Aim of the exercise: Needed from the entries below: every line that holds the word "where".

Data to use:
* * *
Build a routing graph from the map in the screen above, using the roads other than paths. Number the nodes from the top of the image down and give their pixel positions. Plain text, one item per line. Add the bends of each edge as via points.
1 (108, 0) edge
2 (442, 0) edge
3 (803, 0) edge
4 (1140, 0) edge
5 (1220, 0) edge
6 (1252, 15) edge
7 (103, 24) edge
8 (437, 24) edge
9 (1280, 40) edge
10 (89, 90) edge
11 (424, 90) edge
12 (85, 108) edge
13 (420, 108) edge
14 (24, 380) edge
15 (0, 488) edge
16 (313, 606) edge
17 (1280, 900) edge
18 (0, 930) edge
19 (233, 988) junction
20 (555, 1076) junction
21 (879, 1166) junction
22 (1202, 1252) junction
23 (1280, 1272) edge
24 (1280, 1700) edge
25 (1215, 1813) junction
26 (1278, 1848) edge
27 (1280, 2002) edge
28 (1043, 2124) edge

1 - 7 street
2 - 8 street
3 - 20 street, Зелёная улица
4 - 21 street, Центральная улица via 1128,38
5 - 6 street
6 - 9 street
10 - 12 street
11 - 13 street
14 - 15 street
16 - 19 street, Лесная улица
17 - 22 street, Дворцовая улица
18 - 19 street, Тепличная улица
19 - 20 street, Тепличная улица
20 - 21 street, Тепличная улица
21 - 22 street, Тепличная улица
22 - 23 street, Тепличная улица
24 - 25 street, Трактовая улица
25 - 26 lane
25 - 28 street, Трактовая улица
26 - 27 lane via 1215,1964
* * *
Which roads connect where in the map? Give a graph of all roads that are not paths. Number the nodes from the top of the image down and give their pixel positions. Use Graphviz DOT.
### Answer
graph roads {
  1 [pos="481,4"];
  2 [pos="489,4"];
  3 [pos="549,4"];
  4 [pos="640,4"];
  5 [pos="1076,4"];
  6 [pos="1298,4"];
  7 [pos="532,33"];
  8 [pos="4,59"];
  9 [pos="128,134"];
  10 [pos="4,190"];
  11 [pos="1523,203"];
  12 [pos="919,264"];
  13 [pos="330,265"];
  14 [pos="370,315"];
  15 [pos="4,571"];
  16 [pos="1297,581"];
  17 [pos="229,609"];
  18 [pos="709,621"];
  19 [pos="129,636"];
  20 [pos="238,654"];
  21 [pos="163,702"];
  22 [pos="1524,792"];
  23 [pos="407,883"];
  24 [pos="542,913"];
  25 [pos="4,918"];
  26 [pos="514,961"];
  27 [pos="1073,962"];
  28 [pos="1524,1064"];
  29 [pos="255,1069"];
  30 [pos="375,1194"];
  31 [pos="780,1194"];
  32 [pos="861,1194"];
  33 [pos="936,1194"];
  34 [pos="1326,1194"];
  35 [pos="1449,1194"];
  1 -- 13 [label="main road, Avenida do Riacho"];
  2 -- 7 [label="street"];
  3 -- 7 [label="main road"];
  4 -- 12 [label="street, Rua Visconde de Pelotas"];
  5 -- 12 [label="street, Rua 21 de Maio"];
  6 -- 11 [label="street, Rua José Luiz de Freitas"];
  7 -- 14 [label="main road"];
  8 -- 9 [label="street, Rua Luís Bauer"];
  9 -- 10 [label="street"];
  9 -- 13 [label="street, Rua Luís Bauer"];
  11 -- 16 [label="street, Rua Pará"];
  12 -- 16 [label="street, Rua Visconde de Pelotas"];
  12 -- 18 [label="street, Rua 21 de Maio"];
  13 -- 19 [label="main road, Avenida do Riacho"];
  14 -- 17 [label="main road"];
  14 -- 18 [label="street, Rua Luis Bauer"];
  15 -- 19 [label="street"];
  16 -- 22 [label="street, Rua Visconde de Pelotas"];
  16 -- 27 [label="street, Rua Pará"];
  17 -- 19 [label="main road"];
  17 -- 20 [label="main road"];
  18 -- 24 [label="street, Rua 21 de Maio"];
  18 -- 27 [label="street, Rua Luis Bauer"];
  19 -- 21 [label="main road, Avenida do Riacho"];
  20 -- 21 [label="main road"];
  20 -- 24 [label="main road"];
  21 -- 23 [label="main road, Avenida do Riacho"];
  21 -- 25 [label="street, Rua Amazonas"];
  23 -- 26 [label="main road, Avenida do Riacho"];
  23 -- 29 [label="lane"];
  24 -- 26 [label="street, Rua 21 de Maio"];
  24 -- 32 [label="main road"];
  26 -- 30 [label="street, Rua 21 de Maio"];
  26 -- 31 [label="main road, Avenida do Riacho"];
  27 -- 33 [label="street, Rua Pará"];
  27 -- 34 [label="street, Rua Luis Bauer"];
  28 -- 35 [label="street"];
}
* * *
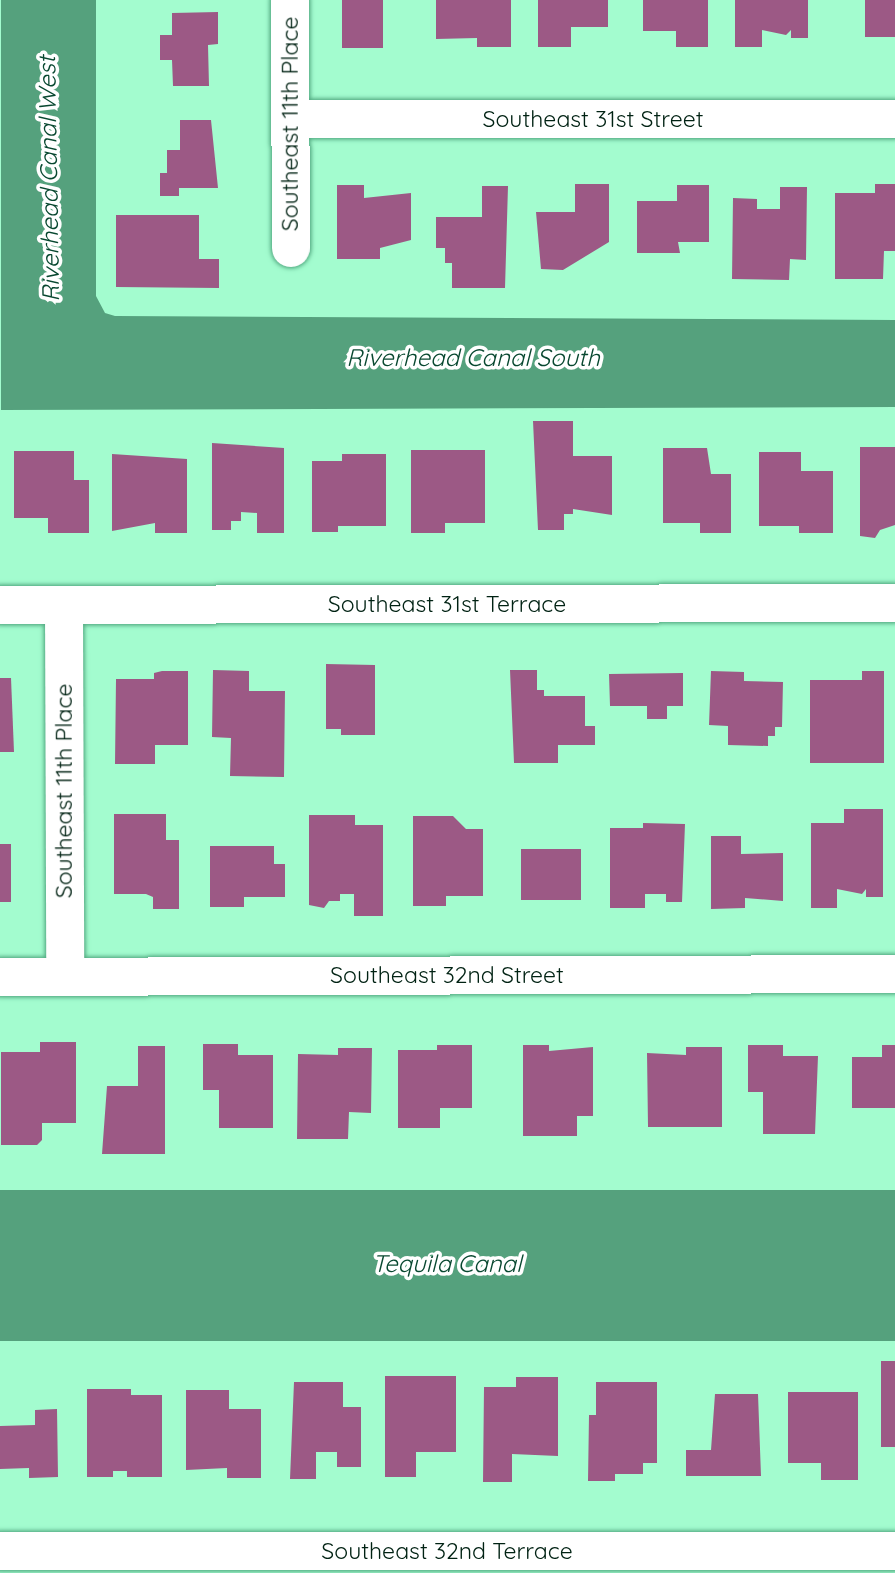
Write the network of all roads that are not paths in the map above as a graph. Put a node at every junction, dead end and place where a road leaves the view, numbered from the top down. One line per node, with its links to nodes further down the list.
* * *
Expected answer:
Which roads connect where in the map? Give a graph of all roads that are not paths. Number the nodes from the top of the image down and give their pixel positions. Use Graphviz DOT.
Write the network of all roads that are not paths in the map above as a graph. Put a node at every junction, dead end and place where a road leaves the view, numbered from the top down. One line per node, with its links to nodes further down the list.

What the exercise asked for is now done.